The Bergdahl charade 118
We think the recovery of Sergeant Bowe Bergdahl from the Afghan enemy, by exchanging him for five Taliban prisoners of war, has to be looked at the other way round: by which we mean that the main object of the exercise was not the recovery of Sergeant Bergdahl, but the freeing of the five Taliban prisoners.
This is our reconstruction of what happened:
Obama wants to close the military prison at Guantanamo Bay aka Gitmo. He said he would close it way back when he was campaigning for his first presidential election. He gave orders for it to be closed soon after his election to the presidency. He failed to get other countries to hold the prisoners. He attempted getting them moved to the US to be tried in civil courts, but failed. Now he is coming towards the last two years of his eight years in office, and is thinking of his “legacy” – what the historians will say of his presidency. It has been a series of failures both domestically and abroad. His far-left “base” is saying that he hasn’t even managed to close Gitmo – a cause dear to its heart.

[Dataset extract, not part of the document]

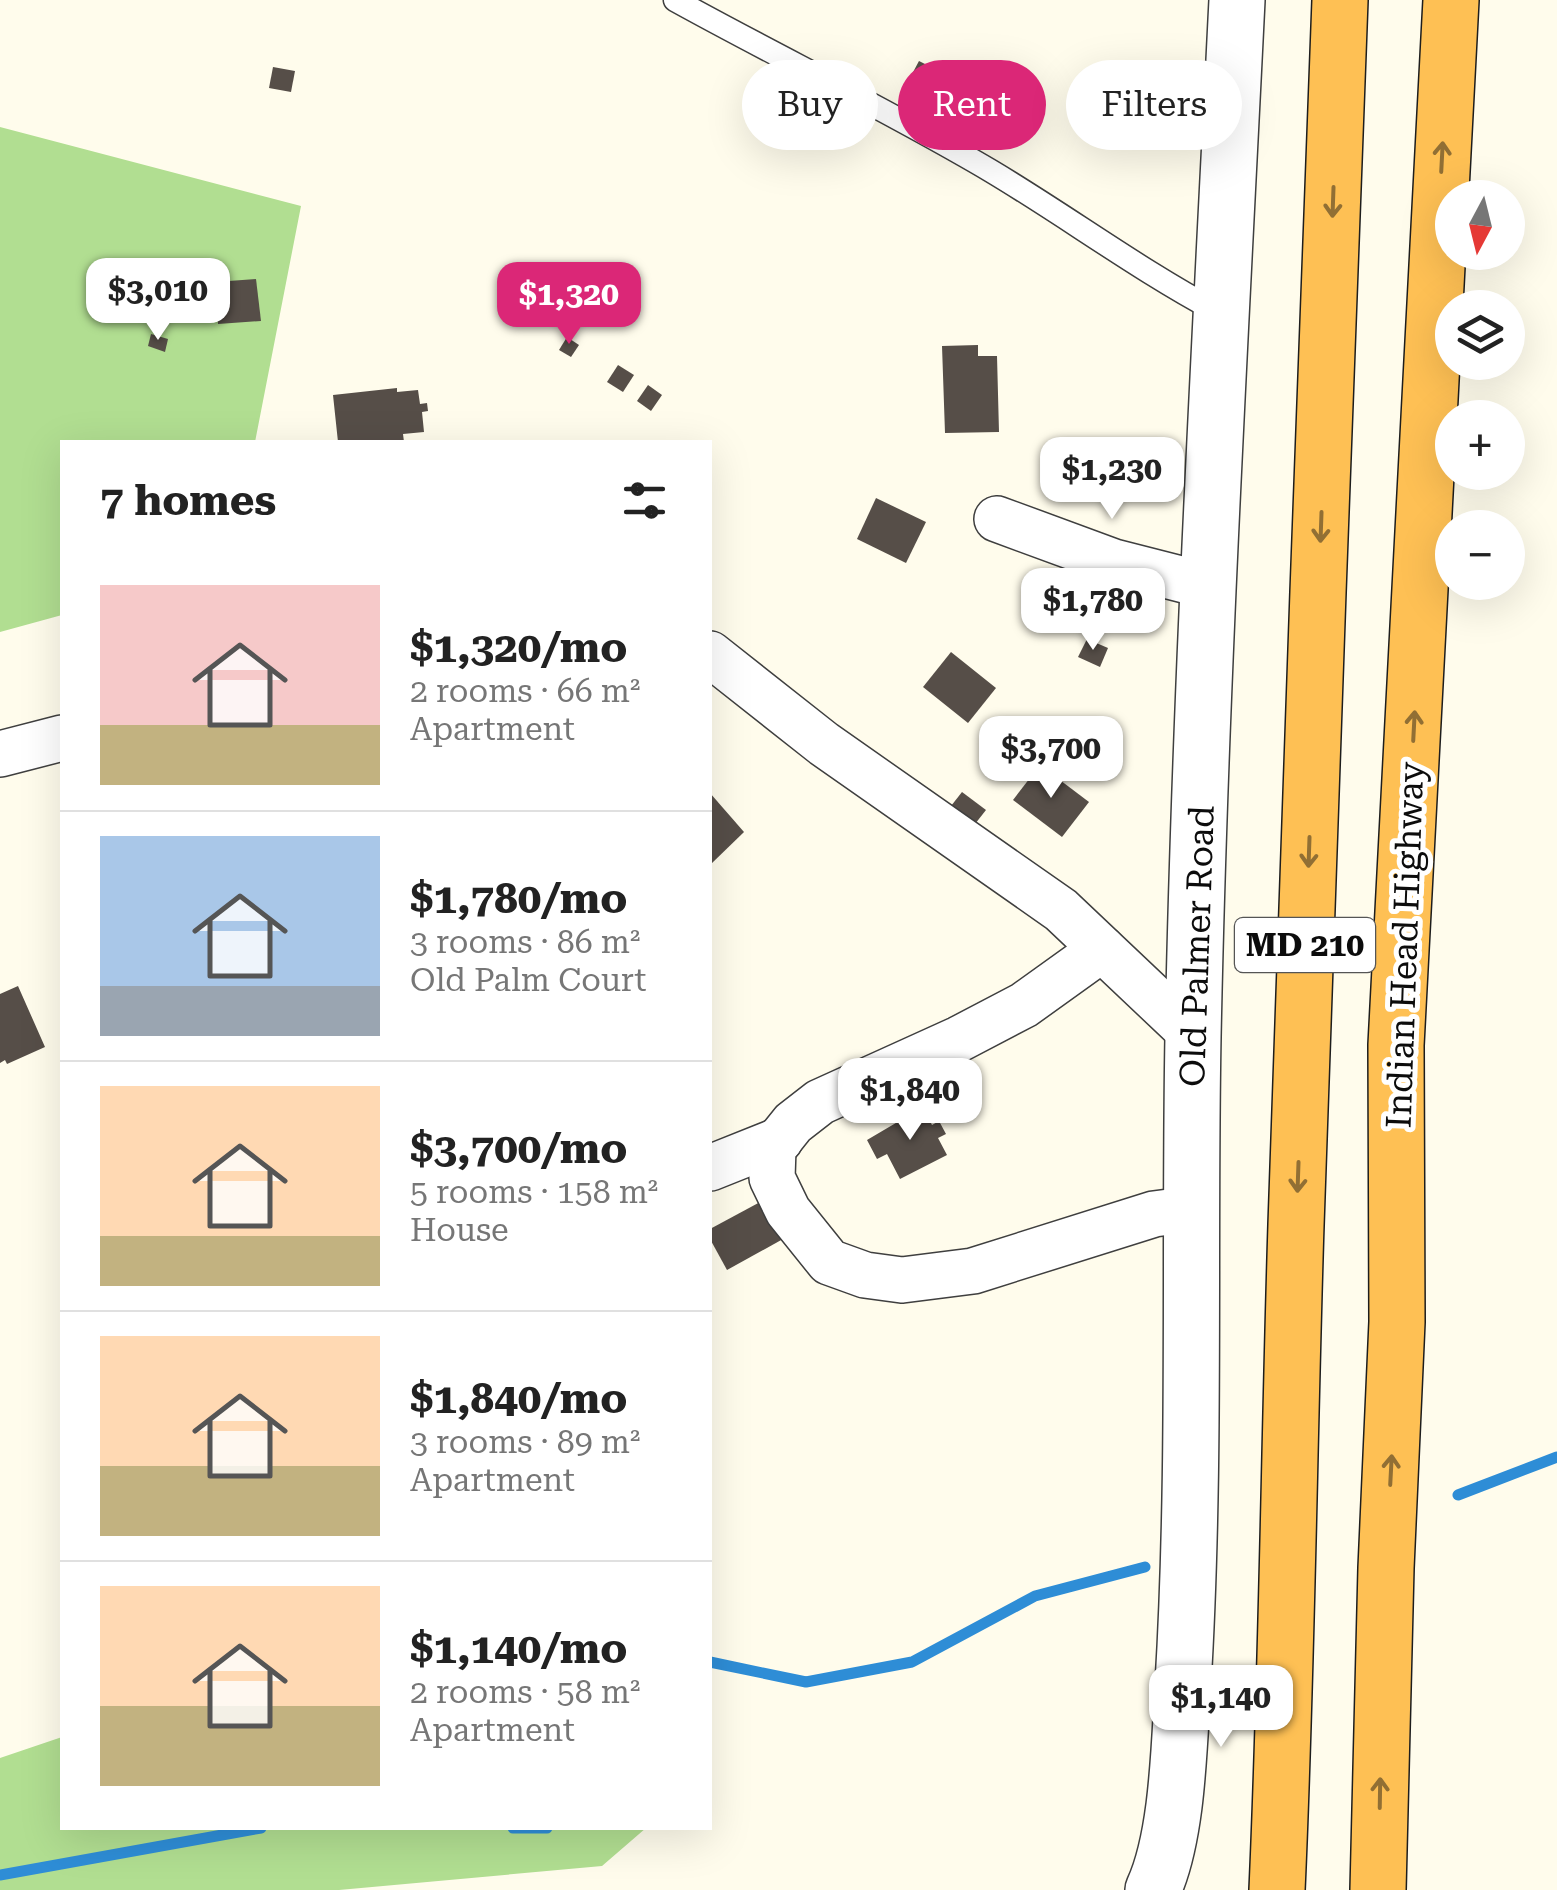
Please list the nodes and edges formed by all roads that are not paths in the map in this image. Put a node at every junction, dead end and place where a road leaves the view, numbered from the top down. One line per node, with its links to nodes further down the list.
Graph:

If only Gitmo could be emptied of its prisoners! But what excuse could the administration find for releasing them? Then someone – possibly even Obama himself – had the bright idea that the prisoners could be exchanged.
Question: How many Americans are being held captive by the Taliban?
Answer: One.
Only one? Can we exchange all the prisoners in Gitmo for just one American?

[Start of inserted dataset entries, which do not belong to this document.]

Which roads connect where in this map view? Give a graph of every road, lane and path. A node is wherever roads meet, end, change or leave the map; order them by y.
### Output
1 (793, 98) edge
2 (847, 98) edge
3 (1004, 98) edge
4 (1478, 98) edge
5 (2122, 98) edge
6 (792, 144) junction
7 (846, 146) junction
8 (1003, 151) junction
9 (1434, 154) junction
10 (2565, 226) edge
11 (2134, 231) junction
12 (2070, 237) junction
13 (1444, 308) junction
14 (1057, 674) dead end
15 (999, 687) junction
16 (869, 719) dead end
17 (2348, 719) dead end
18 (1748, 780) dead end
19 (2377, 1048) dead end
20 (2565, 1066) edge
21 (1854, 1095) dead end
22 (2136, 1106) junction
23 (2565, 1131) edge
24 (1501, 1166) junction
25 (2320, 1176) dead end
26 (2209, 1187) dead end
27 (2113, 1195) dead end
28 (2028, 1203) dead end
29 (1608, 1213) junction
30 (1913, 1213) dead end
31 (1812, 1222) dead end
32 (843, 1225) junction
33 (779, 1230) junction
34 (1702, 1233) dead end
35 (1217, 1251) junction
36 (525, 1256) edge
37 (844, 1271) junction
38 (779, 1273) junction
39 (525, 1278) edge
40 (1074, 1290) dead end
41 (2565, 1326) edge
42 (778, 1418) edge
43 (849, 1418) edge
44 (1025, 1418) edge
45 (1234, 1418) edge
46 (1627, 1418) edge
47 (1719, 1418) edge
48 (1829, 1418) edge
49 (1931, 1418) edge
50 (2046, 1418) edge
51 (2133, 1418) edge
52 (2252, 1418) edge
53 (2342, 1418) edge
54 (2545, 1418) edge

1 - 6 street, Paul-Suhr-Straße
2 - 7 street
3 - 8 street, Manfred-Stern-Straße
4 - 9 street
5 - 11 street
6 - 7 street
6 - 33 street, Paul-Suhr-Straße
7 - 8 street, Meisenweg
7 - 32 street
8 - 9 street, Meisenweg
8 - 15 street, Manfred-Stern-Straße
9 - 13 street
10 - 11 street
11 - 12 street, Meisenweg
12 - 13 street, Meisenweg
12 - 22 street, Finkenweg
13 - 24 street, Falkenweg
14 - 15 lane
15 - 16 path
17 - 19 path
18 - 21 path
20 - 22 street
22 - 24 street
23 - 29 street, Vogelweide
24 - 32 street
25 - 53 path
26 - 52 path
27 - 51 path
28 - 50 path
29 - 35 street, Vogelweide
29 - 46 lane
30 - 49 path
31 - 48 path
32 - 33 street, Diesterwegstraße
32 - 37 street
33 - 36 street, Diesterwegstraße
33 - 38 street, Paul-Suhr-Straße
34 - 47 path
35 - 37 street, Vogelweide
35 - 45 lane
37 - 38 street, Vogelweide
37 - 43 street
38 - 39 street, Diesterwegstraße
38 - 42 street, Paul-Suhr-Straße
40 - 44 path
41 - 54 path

Maybe not all. But we could exchange a bunch of them for him. Let’s exchange the worst of them. The most dangerous. Then perhaps we could just release the rest as being lesser dangers.
Make it so.
If Obama was told that Sergeant Bergdahl was a deserter and not worth exchanging for five high-value Taliban leaders, it would not have troubled him. Far from it. He could all too easily understand a man deserting from the US army.
And then he met Bowe Bergdahl’s parents, and found them to be his sort of people: hippy types – and better still, one of them, the father, a convert to Islam.

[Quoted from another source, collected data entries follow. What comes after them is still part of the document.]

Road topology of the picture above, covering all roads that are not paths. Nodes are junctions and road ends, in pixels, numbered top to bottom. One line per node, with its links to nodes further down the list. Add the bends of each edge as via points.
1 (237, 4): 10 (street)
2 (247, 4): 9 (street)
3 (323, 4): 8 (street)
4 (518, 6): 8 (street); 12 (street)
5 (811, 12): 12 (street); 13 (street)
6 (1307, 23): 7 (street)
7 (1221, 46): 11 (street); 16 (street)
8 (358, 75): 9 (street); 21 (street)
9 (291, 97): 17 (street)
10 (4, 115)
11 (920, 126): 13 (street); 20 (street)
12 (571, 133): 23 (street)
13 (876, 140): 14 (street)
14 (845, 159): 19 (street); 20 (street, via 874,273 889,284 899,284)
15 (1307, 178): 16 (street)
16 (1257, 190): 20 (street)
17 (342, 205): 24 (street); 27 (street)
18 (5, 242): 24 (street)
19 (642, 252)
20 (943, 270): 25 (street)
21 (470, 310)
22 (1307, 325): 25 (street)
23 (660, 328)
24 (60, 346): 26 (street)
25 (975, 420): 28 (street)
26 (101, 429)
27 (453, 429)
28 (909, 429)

To us Bergdahl Senior comes across as a 1960s type rebel who has never grown up. Who rebels against his country as an adolescent rebels against his parents; not because he really admires Muslims and Afghans – whom he probably knows little about – but because he wants to stick his tongue out at his own world, to annoy it, to pretend he is superior to it, to make it take notice of him. Which it is doing now.
For Obama – what a show, what a photo-op. In the Rose Garden. The press, the cameras. I, Obama, with the parents of the soldier I am bringing home … A grand charade on a bright summer’s day. A happy occasion. How splendid we look, I and they.
And what a gorgeous distraction from the real purpose: the freeing of the Taliban leaders, getting to the closing of Gitmo.
No, we cannot prove any of this. But we think it highly plausible.
The entire episode, it seems to us, is an encapsulation of quintessential Obama.
On display, all at once, the elements of his character and his fixed ideas as he has consistently shown them to us: bragging, showing off to a vast audience, lying, hypocrisy, love of Islam, hatred of the US, hatred of the US military, churlish contrariness in giving an enemy the advantage over America, adolescent leftist ideology that is more spite than idea.
The consequences of releasing the five most dangerous Taliban leaders from the cages they belong in (graves would have been better for them) will be bad, but Obama will never take the blame for what must ensue.
The consequence of bargaining with terrorists for the release of a hostage (Sergeant Bergdahl counting as one rightly or wrongly) will be the seizing of Americans to be traded for prisoners and money. But Obama will never admit that he set the fatal precedent.
For that too is part of his essential nature: never to admit or even understand that he was wrong.